You have methods attached to each grid element John – not so straight forward to do with the InMemDataGrid bean. So not necessarily a replacement for what you did.

Which is one of the reasons (I suspect) Patrick created his table bean. Easy to create buttons, event methods, and right-click contextual menu actions from the bean to the cell level.

Now that would have saved you some work :)

It’s indeed teh datagrid.jar, but it shows up in Servoy in the beans list as InMemDataGrid.

Thought it was allready shipped with 3.0, but I might be wrong there

Paul

Hi David and Paul,

I loved it when I saw Patrick’s demo of the table bean at the last Servoy World. I knew I just needed some time to play with it. Kind of like Marcel’s Analyzer: if I had the time I know that time invested would save me a bunch down the road but so far just haven’t gotten around to either of them in any detail. With my inventory solution it did take me a little time to draw the objects, name them and attach the methods. There were really though not that many methods: a few onShow to ‘fill’ the slots and a few onAction when clicking on a slot (filling it, emptying it or showing more information). So it wasn’t too bad. I think InMemDataGrid must have come about in either 3.1 or 3.5. In looking at it a little today though I can see what you are saying about attaching methods not being so straightforward.
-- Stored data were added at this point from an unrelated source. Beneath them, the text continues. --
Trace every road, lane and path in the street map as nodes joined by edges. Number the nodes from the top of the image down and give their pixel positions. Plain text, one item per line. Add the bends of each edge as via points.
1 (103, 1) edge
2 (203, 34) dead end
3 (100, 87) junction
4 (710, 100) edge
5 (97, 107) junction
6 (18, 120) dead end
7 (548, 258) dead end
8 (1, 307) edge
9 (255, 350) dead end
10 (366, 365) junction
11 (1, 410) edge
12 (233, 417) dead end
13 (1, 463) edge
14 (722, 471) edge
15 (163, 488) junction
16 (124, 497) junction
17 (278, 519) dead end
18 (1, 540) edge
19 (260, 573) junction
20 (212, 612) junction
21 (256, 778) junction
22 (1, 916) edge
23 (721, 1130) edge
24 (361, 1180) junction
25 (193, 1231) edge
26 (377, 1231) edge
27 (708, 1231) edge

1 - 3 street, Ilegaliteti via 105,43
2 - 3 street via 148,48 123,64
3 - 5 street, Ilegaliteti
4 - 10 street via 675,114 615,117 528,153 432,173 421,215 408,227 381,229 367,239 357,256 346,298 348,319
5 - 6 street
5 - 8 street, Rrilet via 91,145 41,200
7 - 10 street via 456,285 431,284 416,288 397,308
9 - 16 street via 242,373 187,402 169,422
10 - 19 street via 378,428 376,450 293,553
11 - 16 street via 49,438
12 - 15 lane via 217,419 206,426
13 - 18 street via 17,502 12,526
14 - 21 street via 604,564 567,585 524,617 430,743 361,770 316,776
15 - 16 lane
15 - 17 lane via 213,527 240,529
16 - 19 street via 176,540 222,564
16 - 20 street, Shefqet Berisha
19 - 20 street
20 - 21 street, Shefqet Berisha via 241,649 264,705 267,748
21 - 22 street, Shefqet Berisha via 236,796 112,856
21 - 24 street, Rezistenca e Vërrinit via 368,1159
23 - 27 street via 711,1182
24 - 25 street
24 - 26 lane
Doing what I did I was just using the techniques I already knew pretty well and was just able to expand a bit my use of arrays which is always useful!

John

So, I’m still going with implementation #4 (JTable) - but I’ve run accross an issue. How the heck do you efficiently test custom Java classes in Servoy?
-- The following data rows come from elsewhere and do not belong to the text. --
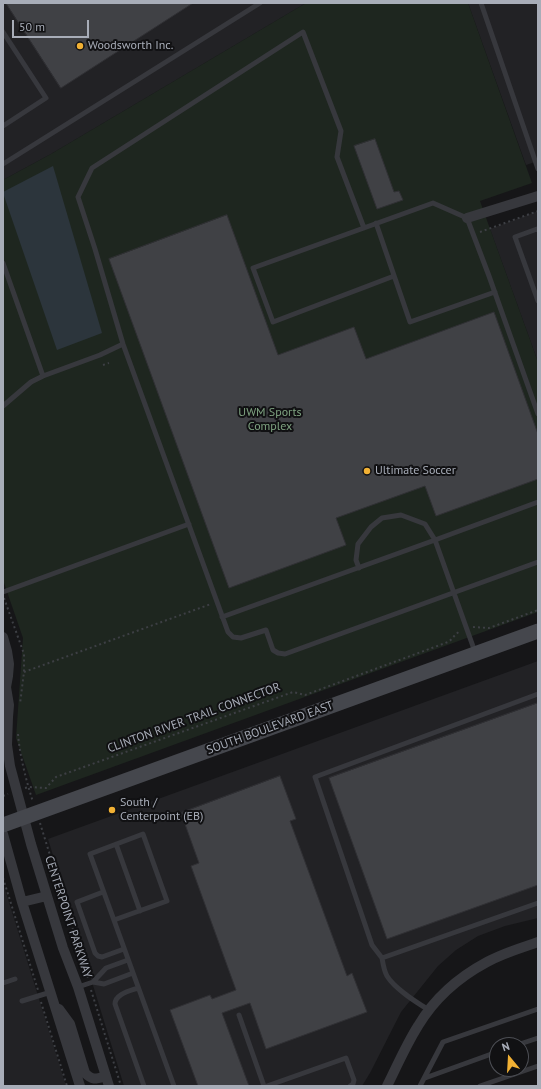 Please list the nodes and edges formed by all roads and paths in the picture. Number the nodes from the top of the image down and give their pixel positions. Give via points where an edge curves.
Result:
1 (260, 3) edge
2 (480, 3) edge
3 (3, 32) edge
4 (3, 126) edge
5 (3, 164) edge
6 (538, 169) edge
7 (538, 196) edge
8 (538, 211) edge
9 (466, 218) junction
10 (376, 223) junction
11 (364, 228) junction
12 (538, 230) edge
13 (474, 234) junction
14 (3, 263) edge
15 (394, 276) junction
16 (495, 292) junction
17 (538, 301) edge
18 (123, 344) junction
19 (109, 363) dead end
20 (103, 365) dead end
21 (43, 376) junction
22 (3, 406) edge
23 (538, 414) edge
24 (538, 502) edge
25 (189, 524) junction
26 (435, 540) junction
27 (538, 562) edge
28 (359, 568) junction
29 (3, 592) edge
30 (455, 592) junction
31 (4, 598) dead end
32 (211, 604) dead end
33 (538, 610) edge
34 (222, 617) junction
35 (473, 627) dead end
36 (538, 630) edge
37 (460, 631) dead end
38 (3, 637) edge
39 (476, 653) junction
40 (24, 672) junction
41 (5, 689) edge
42 (538, 694) edge
43 (19, 708) dead end
44 (18, 730) dead end
45 (6, 756) edge
46 (29, 787) junction
47 (24, 789) dead end
48 (31, 796) dead end
49 (24, 818) junction
50 (3, 825) edge
51 (42, 828) dead end
52 (3, 834) edge
53 (45, 839) junction
54 (40, 841) dead end
55 (116, 844) junction
56 (3, 878) edge
57 (103, 892) junction
58 (47, 896) junction
59 (22, 902) junction
60 (538, 903) edge
61 (140, 911) junction
62 (114, 920) junction
63 (538, 942) edge
64 (124, 949) junction
65 (382, 958) junction
66 (128, 960) junction
67 (85, 970) dead end
68 (133, 973) junction
69 (15, 979) dead end
70 (93, 982) junction
71 (3, 983) edge
72 (78, 987) junction
73 (138, 988) junction
74 (37, 989) dead end
75 (93, 995) dead end
76 (52, 996) junction
77 (22, 1001) dead end
78 (41, 1002) dead end
79 (538, 1009) edge
80 (429, 1010) junction
81 (239, 1015) dead end
82 (489, 1055) edge
83 (538, 1066) edge
84 (106, 1076) junction
85 (425, 1078) junction
86 (68, 1086) edge
87 (80, 1086) edge
88 (109, 1086) edge
89 (122, 1086) edge
90 (144, 1086) edge
91 (174, 1086) edge
92 (266, 1086) edge
93 (350, 1086) edge
94 (387, 1086) edge
95 (420, 1086) edge
96 (480, 1086) edge

1 - 5 lane
2 - 6 lane
3 - 4 lane via 46,98
7 - 9 street
8 - 13 path
9 - 10 lane via 433,203
9 - 13 lane
10 - 11 lane
10 - 15 lane
11 - 15 lane via 253,268 272,322
11 - 18 lane via 337,157 340,131 303,32 92,168 78,197
12 - 17 lane via 515,237
13 - 16 lane
14 - 21 lane
15 - 16 lane via 410,322
16 - 23 lane
18 - 21 lane
18 - 25 lane
19 - 20 path
21 - 22 lane
24 - 26 lane
25 - 29 lane
25 - 34 lane
26 - 28 lane
26 - 28 lane via 425,524 401,515 382,518 358,544 356,560
26 - 30 lane
27 - 30 lane
28 - 34 lane
30 - 34 lane via 285,654 278,654 274,650 266,630 241,638 233,637
30 - 39 lane
31 - 40 path via 24,654
32 - 40 path
33 - 35 path via 488,628
36 - 39 street, SOUTH BOULEVARD EAST
37 - 46 path, CLINTON RIVER TRAIL CONNECTOR via 448,642 305,695 293,692 56,778 46,788
38 - 41 street, CENTERPOINT PARKWAY via 9,664
39 - 49 street, SOUTH BOULEVARD EAST
40 - 43 path
41 - 45 street, CENTERPOINT PARKWAY via 9,706
42 - 65 lane via 315,777 372,945
44 - 46 path
45 - 49 street, CENTERPOINT PARKWAY
46 - 47 path, CLINTON RIVER TRAIL CONNECTOR
46 - 48 path
49 - 50 street, SOUTH BOULEVARD EAST
49 - 58 street, CENTERPOINT PARKWAY
51 - 53 path
52 - 59 street
53 - 54 path
53 - 67 path
55 - 57 lane via 90,854
55 - 61 lane
55 - 61 lane via 143,834 167,901
56 - 74 path
57 - 62 lane
57 - 64 lane via 77,902 95,953 102,957
58 - 59 street
58 - 72 street, CENTERPOINT PARKWAY
59 - 76 street
60 - 65 lane
61 - 62 lane
62 - 64 lane
63 - 80 street via 486,962 455,983
64 - 66 lane
65 - 80 lane via 386,976 393,984
66 - 68 lane
66 - 70 lane via 106,968
68 - 70 lane via 104,984
68 - 73 lane
69 - 71 lane
70 - 72 lane
72 - 84 street, CENTERPOINT PARKWAY
73 - 90 lane via 117,996 115,1004
73 - 91 lane
75 - 89 path
76 - 77 lane
76 - 84 street via 70,1024 85,1073 90,1078
76 - 87 street
78 - 86 path
79 - 85 lane via 443,1042
80 - 94 street via 411,1038
81 - 92 lane
82 - 85 lane
83 - 96 lane
84 - 88 street, CENTERPOINT PARKWAY
85 - 95 lane
92 - 93 lane via 346,1058 354,1080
I created my own JTable implementation and put it in a package in the plugins directory so I could access it in the method editor, but now every time I want to try something out, it seems I have to compile, jar and restart Developer.

I guess I could re-create a testing environment in a stand alone Java app (create a data set, Table model, etc.), but is there an easier way to test your own imported classes that need to integrate with Servoy components and methods?

Ran into a problem implementing a table listener so I can fire my servoy methods when a table cell is clicked. Keep getting an ArrayIndexOutOfBoundsException.

Any thoughts on what I could be doing wrong?

Thanks in advance for any tips.

I instantiate the class in the method editor and add the TableModelListener like so:

var table = new Packages.my_classes.MyJTable();
table.model = model; // a working model defined elsewhere
table.getModel().addTableModelListener(table);

Here’s my class:

package my_classes;
import javax.swing.*;
import javax.swing.table.*;
import javax.swing.event.*;


public class MyJTable extends JTable implements TableModelListener {


	public TableCellRenderer getCellRenderer(int row, int column) {
		Object value = getValueAt(row,column);
  		if (value == null) {
  			return getDefaultRenderer(JCheckBox.class);
  		}  
  		return super.getCellRenderer(row,column);
 	}

	public Class getColumnClass(int column) {
		if (column > 2) {
			return Boolean.class;
		} else {
			return Object.class;
		}
	}

	public void tableChanged(TableModelEvent e) {
		int row = e.getFirstRow();
		int column = e.getColumn();
		TableModel model = (TableModel) e.getSource();
		String columnName = model.getColumnName(column);
		Object data = model.getValueAt(row, column);

	}

}

Another option is to have a look at our Table-Bean. It already does most of what you need and if something is missing we will be glad to look at ways of implementing that. But of course, you can also create your own if you really want to spend the time…

Thanks again for your offer, Patrick. I managed to get around the issue by overriding JTable’s isCellEditable method, which is called on every cell click, and therefore functions very nicely as a listener.